Your objective >> Without leaving out a single line, copy the records exactly.

Stored data
********************
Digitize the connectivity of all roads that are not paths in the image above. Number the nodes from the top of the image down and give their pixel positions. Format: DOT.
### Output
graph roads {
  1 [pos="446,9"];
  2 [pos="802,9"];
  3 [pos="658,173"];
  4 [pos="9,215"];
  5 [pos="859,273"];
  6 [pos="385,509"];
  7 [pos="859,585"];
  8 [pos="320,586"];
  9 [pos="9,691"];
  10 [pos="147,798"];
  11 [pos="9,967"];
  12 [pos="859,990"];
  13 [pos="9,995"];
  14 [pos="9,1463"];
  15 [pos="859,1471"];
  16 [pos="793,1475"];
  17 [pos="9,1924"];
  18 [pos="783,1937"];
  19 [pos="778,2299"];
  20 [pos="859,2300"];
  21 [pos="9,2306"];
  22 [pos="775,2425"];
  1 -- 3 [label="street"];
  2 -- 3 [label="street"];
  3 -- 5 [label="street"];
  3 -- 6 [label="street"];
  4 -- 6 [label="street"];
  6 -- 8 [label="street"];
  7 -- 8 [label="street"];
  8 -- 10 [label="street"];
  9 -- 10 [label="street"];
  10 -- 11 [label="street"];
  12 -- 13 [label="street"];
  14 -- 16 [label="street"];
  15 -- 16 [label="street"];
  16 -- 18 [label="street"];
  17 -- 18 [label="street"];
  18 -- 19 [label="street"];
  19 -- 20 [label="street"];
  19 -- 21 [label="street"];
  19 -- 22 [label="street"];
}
********************
Task result >>
Digitize the connectivity of all roads that are not paths in the image above. Number the nodes from the top of the image down and give their pixel positions. Format: DOT.
### Output
graph roads {
  1 [pos="446,9"];
  2 [pos="802,9"];
  3 [pos="658,173"];
  4 [pos="9,215"];
  5 [pos="859,273"];
  6 [pos="385,509"];
  7 [pos="859,585"];
  8 [pos="320,586"];
  9 [pos="9,691"];
  10 [pos="147,798"];
  11 [pos="9,967"];
  12 [pos="859,990"];
  13 [pos="9,995"];
  14 [pos="9,1463"];
  15 [pos="859,1471"];
  16 [pos="793,1475"];
  17 [pos="9,1924"];
  18 [pos="783,1937"];
  19 [pos="778,2299"];
  20 [pos="859,2300"];
  21 [pos="9,2306"];
  22 [pos="775,2425"];
  1 -- 3 [label="street"];
  2 -- 3 [label="street"];
  3 -- 5 [label="street"];
  3 -- 6 [label="street"];
  4 -- 6 [label="street"];
  6 -- 8 [label="street"];
  7 -- 8 [label="street"];
  8 -- 10 [label="street"];
  9 -- 10 [label="street"];
  10 -- 11 [label="street"];
  12 -- 13 [label="street"];
  14 -- 16 [label="street"];
  15 -- 16 [label="street"];
  16 -- 18 [label="street"];
  17 -- 18 [label="street"];
  18 -- 19 [label="street"];
  19 -- 20 [label="street"];
  19 -- 21 [label="street"];
  19 -- 22 [label="street"];
}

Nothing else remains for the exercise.